» What to do: For every line below, restate it exactly and drop the images.
___ The data
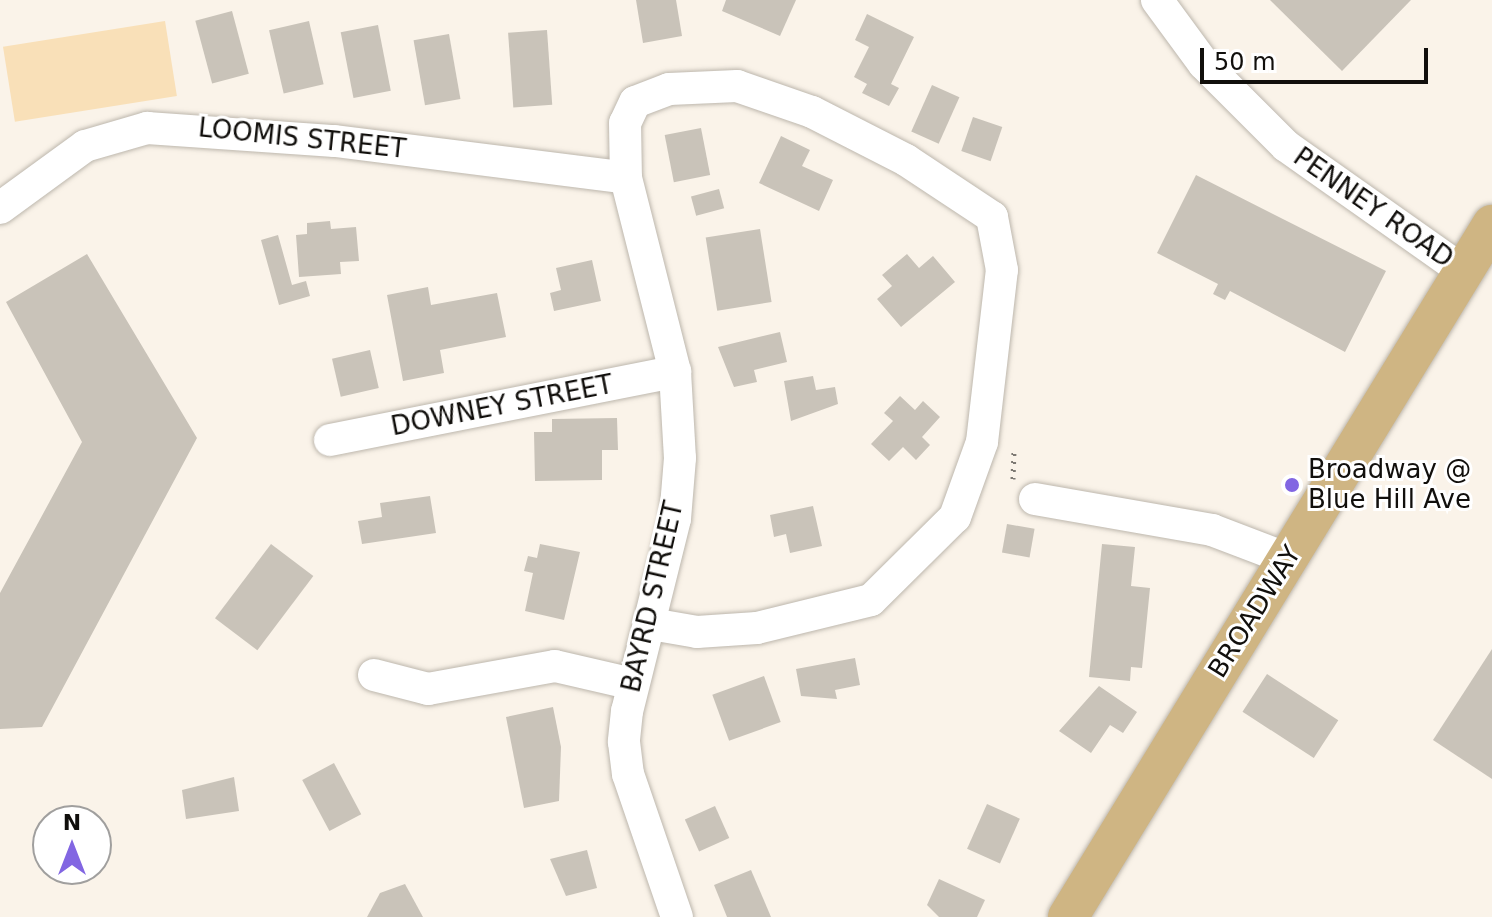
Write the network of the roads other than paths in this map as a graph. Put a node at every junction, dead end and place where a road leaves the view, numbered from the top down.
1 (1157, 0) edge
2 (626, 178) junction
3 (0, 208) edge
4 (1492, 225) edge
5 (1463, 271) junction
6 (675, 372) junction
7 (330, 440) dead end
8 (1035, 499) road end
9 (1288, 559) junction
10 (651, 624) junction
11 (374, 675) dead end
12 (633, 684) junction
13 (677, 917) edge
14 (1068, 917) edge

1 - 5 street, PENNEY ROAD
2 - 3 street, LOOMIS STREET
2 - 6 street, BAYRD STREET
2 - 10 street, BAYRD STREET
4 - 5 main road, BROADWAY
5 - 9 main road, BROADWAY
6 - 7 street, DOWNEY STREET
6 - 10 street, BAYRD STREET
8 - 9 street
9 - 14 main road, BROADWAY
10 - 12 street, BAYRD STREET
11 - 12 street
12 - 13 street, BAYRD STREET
______
» Task solution:
Write the network of the roads other than paths in this map as a graph. Put a node at every junction, dead end and place where a road leaves the view, numbered from the top down.
1 (1157, 0) edge
2 (626, 178) junction
3 (0, 208) edge
4 (1492, 225) edge
5 (1463, 271) junction
6 (675, 372) junction
7 (330, 440) dead end
8 (1035, 499) road end
9 (1288, 559) junction
10 (651, 624) junction
11 (374, 675) dead end
12 (633, 684) junction
13 (677, 917) edge
14 (1068, 917) edge

1 - 5 street, PENNEY ROAD
2 - 3 street, LOOMIS STREET
2 - 6 street, BAYRD STREET
2 - 10 street, BAYRD STREET
4 - 5 main road, BROADWAY
5 - 9 main road, BROADWAY
6 - 7 street, DOWNEY STREET
6 - 10 street, BAYRD STREET
8 - 9 street
9 - 14 main road, BROADWAY
10 - 12 street, BAYRD STREET
11 - 12 street
12 - 13 street, BAYRD STREET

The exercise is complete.